Ich bin da vor dir, mein Gott.
Ich versuche, mein Leben zu verstehen.
Du kennst und verstehst mich besser,
als ich mich kenne und verstehe.
Vor dir darf ich ans Licht bringen, was in mir dunkel ist.
Vor dir darf ich zulassen,
was ich vor meinen Mitmenschen zu verbergen versuche.
Vor dir darf ich annehmen,
was ich sonst nicht an mir wahrhaben will.
Erich Guntli (*1953)
Die heutige Erzählung über den Zöllner Zachäus
im Evangelium erinnert mich an das Buch „Geduld
mit Gott. Die Geschichte von Zachäus heute“ von
Tomáš Halík, eines tschechischen Priesters,
Psychotherapeuten und Professors an der
Karlsuniversität in Prag. In diesem vielfach
ausgezeichneten Buch meditiert Halík die
Geschichte des Zachäus für heute. Die biblische Gestalt des Zachäus
klettert auf einen Baum, um Jesus aus der Distanz zu sehen. Jesus
aber bemerkt ihn und will gerade bei diesem neugierigen
„Randständigen“ zu Gast sein.
Zachäus ist der Prototyp einer scheuen, vorsichtigen, aber
annähernden Religiosität, die das Heilige ahnt, vielleicht auch sucht
und mit ihm in Kontakt kommen will, ohne vereinnahmt zu werden.

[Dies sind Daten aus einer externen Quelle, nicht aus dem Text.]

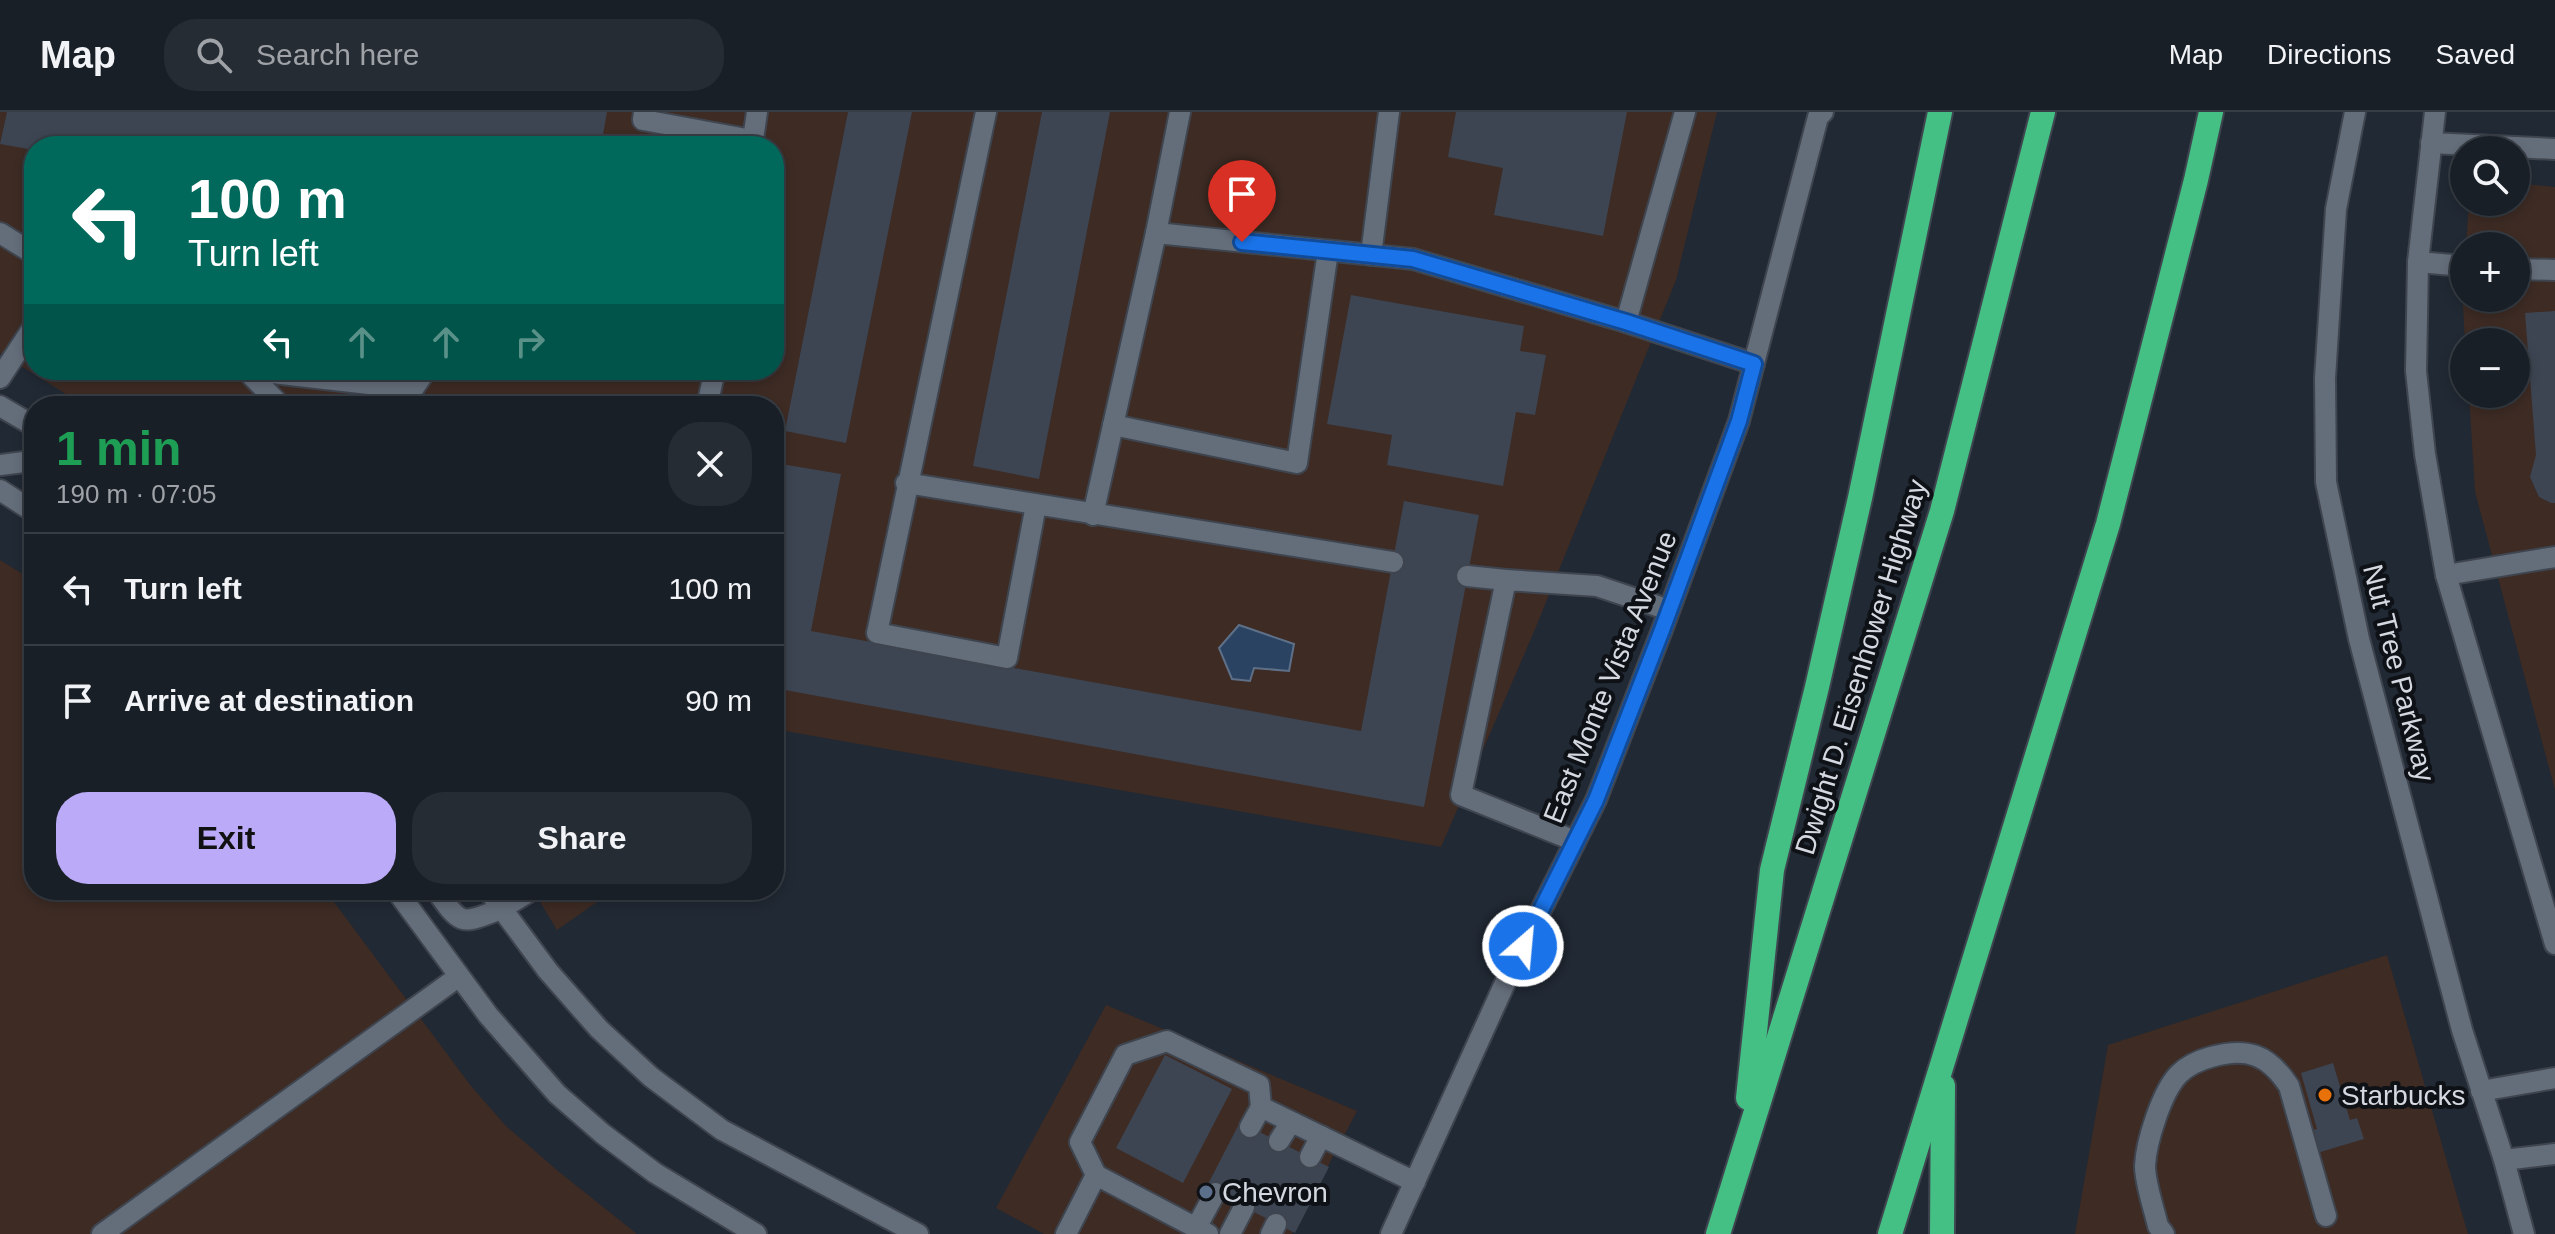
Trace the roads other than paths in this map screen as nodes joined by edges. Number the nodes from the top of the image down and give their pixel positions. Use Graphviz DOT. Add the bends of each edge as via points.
graph roads {
  1 [pos="644,112"];
  2 [pos="757,112"];
  3 [pos="986,112"];
  4 [pos="1180,112"];
  5 [pos="1389,112"];
  6 [pos="1685,112"];
  7 [pos="1940,112"];
  8 [pos="2043,112"];
  9 [pos="2211,112"];
  10 [pos="2355,112"];
  11 [pos="2435,112"];
  12 [pos="1819,114"];
  13 [pos="719,136"];
  14 [pos="753,136"];
  15 [pos="2431,143"];
  16 [pos="2555,149"];
  17 [pos="0,233"];
  18 [pos="1156,233"];
  19 [pos="24,248"];
  20 [pos="1328,251"];
  21 [pos="1371,255"];
  22 [pos="2418,262"];
  23 [pos="2450,265"];
  24 [pos="2530,269"];
  25 [pos="2555,270"];
  26 [pos="1626,322"];
  27 [pos="24,341"];
  28 [pos="1754,364"];
  29 [pos="0,378"];
  30 [pos="256,380"];
  31 [pos="334,380"];
  32 [pos="419,380"];
  33 [pos="271,396"];
  34 [pos="0,406"];
  35 [pos="24,420"];
  36 [pos="1113,425"];
  37 [pos="24,462"];
  38 [pos="0,465"];
  39 [pos="906,483"];
  40 [pos="0,490"];
  41 [pos="1036,505"];
  42 [pos="24,506"];
  43 [pos="1093,515"];
  44 [pos="2555,557"];
  45 [pos="1393,562"];
  46 [pos="2446,575"];
  47 [pos="1467,576"];
  48 [pos="1506,580"];
  49 [pos="1669,610"];
  50 [pos="1575,841"];
  51 [pos="403,900"];
  52 [pos="444,900"];
  53 [pos="495,900"];
  54 [pos="516,900"];
  55 [pos="501,909"];
  56 [pos="2555,944"];
  57 [pos="458,977"];
  58 [pos="1943,1059"];
  59 [pos="2555,1078"];
  60 [pos="2481,1091"];
  61 [pos="1261,1107"];
  62 [pos="1291,1122"];
  63 [pos="1250,1127"];
  64 [pos="1321,1136"];
  65 [pos="1279,1141"];
  66 [pos="1743,1152"];
  67 [pos="2555,1154"];
  68 [pos="1310,1157"];
  69 [pos="2504,1160"];
  70 [pos="1096,1175"];
  71 [pos="1415,1182"];
  72 [pos="1215,1193"];
  73 [pos="1244,1207"];
  74 [pos="2326,1216"];
  75 [pos="1202,1231"];
  76 [pos="102,1234"];
  77 [pos="756,1234"];
  78 [pos="918,1234"];
  79 [pos="1066,1234"];
  80 [pos="1230,1234"];
  81 [pos="1391,1234"];
  82 [pos="1718,1234"];
  83 [pos="1890,1234"];
  84 [pos="1942,1234"];
  85 [pos="2164,1234"];
  86 [pos="2524,1234"];
  1 -- 13 [label="main road" via="643,120"];
  2 -- 14 [label="main road"];
  3 -- 39 [label="main road"];
  4 -- 18 [label="main road"];
  5 -- 21 [label="main road"];
  6 -- 26 [label="main road"];
  7 -- 66 [label="highway" via="1860,498 1772,870"];
  8 -- 66 [label="highway, Dwight D. Eisenhower Highway" via="1942,511"];
  9 -- 58 [label="highway" via="2108,524"];
  10 -- 60 [label="main road, Nut Tree Parkway" via="2336,209 2325,378 2326,482 2359,639"];
  11 -- 15 [label="main road"];
  12 -- 28 [label="main road, East Monte Vista Avenue"];
  15 -- 16 [label="main road"];
  15 -- 22 [label="main road"];
  17 -- 19 [label="main road"];
  18 -- 20 [label="main road"];
  18 -- 36 [label="main road"];
  20 -- 21 [label="main road"];
  20 -- 36 [label="main road" via="1297,463"];
  21 -- 26 [label="main road" via="1413,259"];
  22 -- 23 [label="main road"];
  22 -- 46 [label="main road" via="2416,371"];
  24 -- 25 [label="main road"];
  26 -- 28 [label="main road"];
  27 -- 29 [label="main road"];
  28 -- 49 [label="main road, East Monte Vista Avenue" via="1739,421"];
  30 -- 33 [label="main road"];
  31 -- 32 [label="main road" via="413,389"];
  34 -- 35 [label="main road"];
  36 -- 43 [label="main road"];
  37 -- 38 [label="main road"];
  39 -- 41 [label="main road"];
  39 -- 41 [label="main road" via="877,633 1007,658"];
  40 -- 42 [label="main road"];
  41 -- 43 [label="main road"];
  43 -- 45 [label="main road"];
  44 -- 46 [label="main road"];
  46 -- 56 [label="main road"];
  47 -- 48 [label="main road"];
  48 -- 49 [label="main road" via="1597,586"];
  48 -- 50 [label="main road" via="1461,795"];
  49 -- 50 [label="main road, East Monte Vista Avenue"];
  50 -- 71 [label="main road, East Monte Vista Avenue"];
  51 -- 57 [label="main road"];
  52 -- 55 [label="main road" via="457,918 468,921"];
  53 -- 55 [label="main road"];
  54 -- 55 [label="main road"];
  55 -- 78 [label="main road" via="599,1029 651,1077 722,1130"];
  57 -- 76 [label="main road"];
  57 -- 77 [label="main road" via="568,1104 655,1173"];
  58 -- 83 [label="highway"];
  58 -- 84 [label="highway"];
  59 -- 60 [label="main road"];
  60 -- 69 [label="main road, Nut Tree Parkway"];
  61 -- 62 [label="main road"];
  61 -- 63 [label="main road"];
  61 -- 70 [label="main road" via="1259,1085 1167,1041 1125,1055 1080,1142"];
  62 -- 64 [label="main road"];
  62 -- 65 [label="main road"];
  64 -- 68 [label="main road"];
  64 -- 71 [label="main road"];
  66 -- 82 [label="highway, Dwight D. Eisenhower Highway"];
  67 -- 69 [label="main road"];
  69 -- 86 [label="main road, Nut Tree Parkway"];
  70 -- 75 [label="main road"];
  70 -- 79 [label="main road"];
  71 -- 81 [label="main road, East Monte Vista Avenue"];
  72 -- 75 [label="main road"];
  73 -- 80 [label="main road"];
  74 -- 85 [label="main road" via="2289,1086 2256,1054 2232,1051 2198,1061 2179,1074 2167,1092 2145,1167"];
}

Halík schreibt dazu: „Da gibt es jene, die ganz apathisch sind
angesichts der religiösen Fragen; es gibt den religiösen
Analphabetismus und den weitverbreiteten Etwasismus: Ich glaube
nicht an Gott, aber irgendetwas über uns wird es geben.“
Es mischen sich Zweifel und Glaube, oder wenigsten Zweifel und die
Sehnung nach dem Glauben: „Zweifel und Glaube sind wie
Geschwister. Sie brauchen einander. Sie sollen sich gegenseitig
korrigieren. Der Glaube ohne Zweifel kann zum Fanatismus führen,
aber auch der Zweifel, der die eigenen Zweifel daran ausblendet,
kann in Zynismus und Bitterkeit münden.“ So bringt es Halík in
seinem Buch auf den Punkt.
Geduld mit Gott bedeutet für Tomáš Halík auch Geduld mit dem
eigenen Glauben oder Noch-Nicht-Glauben-Können zu haben und
jeden Zweifel auch zuzulassen. Und der Kirche rät er – im Umgang
mit Suchenden und Zweifelnden – zu einer offenen Bescheidenheit
mit viel Sympathie und Einfühlungsvermögen. Denn „viele, die mit
Gott kämpfen, sind ihm näher als die Gleichgültigen. Schon im Alten
Testament wird bezeugt, dass Gott jene liebt, die mit ihm ringen.“
Buchtipp:
Tomáš Halík: Geduld mit Gott. Die Geschichte von Zachäus heute,
Herder Verlag, 260 Seiten, ISBN: 978-3-451-30382-1.